## RECORDED DATA
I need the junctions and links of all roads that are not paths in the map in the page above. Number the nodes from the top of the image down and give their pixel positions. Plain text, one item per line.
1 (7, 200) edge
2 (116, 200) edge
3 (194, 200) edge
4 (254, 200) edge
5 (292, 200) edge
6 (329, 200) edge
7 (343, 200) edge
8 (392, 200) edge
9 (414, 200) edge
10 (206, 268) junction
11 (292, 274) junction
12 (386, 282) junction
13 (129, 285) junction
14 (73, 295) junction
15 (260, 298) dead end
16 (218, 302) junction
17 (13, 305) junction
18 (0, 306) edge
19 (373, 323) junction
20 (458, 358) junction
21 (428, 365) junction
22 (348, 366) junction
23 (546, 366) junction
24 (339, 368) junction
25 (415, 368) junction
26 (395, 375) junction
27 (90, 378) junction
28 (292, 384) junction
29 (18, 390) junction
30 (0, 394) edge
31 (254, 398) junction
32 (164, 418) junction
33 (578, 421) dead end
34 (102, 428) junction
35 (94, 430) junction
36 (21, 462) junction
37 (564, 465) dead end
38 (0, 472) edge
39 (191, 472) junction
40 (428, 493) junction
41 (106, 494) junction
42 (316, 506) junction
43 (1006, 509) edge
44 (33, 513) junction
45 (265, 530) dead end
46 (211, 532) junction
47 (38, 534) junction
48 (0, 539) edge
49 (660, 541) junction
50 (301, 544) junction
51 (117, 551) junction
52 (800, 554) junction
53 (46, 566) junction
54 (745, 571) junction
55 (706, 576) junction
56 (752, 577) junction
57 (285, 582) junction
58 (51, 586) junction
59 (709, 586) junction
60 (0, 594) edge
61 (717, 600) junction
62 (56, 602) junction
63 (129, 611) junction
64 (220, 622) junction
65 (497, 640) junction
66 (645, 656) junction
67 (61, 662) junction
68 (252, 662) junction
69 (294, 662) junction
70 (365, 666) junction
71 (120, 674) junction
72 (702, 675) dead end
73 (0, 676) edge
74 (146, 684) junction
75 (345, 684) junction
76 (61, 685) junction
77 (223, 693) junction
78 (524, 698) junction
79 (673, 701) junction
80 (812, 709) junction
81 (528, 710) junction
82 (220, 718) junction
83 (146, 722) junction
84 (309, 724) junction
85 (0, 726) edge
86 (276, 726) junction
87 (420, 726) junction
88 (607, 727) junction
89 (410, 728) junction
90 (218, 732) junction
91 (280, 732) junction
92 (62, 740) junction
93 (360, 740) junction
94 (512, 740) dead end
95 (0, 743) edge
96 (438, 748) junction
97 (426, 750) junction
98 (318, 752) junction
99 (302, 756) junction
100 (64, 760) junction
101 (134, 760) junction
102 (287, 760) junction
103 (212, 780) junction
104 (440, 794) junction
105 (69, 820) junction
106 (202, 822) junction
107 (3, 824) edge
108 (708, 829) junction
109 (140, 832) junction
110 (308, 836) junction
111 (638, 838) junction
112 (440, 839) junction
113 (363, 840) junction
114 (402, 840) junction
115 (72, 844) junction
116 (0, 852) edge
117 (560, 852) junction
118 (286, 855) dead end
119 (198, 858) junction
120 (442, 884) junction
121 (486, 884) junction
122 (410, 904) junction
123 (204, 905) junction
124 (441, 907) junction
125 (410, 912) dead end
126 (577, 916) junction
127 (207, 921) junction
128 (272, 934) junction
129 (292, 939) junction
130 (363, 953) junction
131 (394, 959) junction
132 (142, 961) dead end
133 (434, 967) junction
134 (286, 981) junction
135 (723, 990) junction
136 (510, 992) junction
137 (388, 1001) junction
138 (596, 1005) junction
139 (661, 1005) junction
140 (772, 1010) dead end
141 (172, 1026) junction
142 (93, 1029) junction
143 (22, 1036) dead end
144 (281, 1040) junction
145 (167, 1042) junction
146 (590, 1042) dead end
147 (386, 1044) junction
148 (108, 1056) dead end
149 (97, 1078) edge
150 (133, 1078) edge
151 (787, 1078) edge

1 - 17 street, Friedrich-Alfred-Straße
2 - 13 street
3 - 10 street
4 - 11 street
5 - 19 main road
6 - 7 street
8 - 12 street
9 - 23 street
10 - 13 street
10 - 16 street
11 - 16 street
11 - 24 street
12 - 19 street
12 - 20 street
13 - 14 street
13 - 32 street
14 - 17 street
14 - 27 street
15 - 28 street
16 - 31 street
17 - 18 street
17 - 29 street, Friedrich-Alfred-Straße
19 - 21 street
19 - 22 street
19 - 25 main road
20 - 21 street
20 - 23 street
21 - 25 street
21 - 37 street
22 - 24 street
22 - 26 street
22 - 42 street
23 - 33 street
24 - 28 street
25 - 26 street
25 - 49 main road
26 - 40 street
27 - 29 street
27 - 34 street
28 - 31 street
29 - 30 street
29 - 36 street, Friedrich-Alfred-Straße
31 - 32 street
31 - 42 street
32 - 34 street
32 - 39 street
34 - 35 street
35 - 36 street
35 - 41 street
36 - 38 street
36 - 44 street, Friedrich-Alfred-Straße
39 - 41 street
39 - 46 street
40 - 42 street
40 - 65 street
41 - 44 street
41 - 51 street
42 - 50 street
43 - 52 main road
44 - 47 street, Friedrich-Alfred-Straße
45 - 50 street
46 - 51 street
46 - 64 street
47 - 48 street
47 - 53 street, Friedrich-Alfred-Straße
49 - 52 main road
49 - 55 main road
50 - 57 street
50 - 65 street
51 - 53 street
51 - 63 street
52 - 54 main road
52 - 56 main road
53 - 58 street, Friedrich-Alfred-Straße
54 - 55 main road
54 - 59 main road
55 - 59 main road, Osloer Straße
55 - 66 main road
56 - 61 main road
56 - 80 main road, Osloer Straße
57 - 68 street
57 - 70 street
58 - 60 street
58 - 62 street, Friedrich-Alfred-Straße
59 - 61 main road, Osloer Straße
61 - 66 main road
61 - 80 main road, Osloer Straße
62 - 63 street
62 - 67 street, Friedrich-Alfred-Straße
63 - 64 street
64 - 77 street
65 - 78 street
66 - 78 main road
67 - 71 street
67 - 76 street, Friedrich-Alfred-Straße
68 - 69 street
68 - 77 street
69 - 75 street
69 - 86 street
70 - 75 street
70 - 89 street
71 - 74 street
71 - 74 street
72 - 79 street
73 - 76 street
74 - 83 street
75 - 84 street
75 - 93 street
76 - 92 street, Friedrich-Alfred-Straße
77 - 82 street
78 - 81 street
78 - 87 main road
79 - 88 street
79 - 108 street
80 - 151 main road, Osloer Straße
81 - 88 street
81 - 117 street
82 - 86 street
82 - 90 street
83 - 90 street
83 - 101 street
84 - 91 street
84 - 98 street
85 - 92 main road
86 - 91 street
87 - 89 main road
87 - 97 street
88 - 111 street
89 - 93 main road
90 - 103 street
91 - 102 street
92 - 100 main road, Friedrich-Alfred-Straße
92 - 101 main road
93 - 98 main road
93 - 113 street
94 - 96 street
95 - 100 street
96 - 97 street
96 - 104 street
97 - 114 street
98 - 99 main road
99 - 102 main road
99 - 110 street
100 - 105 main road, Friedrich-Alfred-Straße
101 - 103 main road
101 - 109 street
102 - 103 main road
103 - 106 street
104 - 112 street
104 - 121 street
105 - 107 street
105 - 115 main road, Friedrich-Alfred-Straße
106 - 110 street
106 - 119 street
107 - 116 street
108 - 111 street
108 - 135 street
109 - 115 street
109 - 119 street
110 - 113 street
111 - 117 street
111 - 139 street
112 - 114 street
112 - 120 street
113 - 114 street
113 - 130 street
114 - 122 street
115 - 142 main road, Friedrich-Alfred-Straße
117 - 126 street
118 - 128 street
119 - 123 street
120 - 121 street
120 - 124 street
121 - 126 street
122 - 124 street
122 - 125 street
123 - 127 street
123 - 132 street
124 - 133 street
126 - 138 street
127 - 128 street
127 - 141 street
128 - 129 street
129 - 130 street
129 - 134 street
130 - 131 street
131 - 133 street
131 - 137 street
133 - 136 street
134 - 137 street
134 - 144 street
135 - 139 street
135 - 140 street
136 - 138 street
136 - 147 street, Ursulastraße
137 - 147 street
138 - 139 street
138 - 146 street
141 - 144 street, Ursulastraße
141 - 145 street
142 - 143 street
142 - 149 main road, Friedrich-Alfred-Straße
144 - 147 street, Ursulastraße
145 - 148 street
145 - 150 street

## WORK ORDER
Identify how many lines in the entries above include the string "Ursulastraße", then state that number alone.

## ANSWER TO THIS EXERCISE
3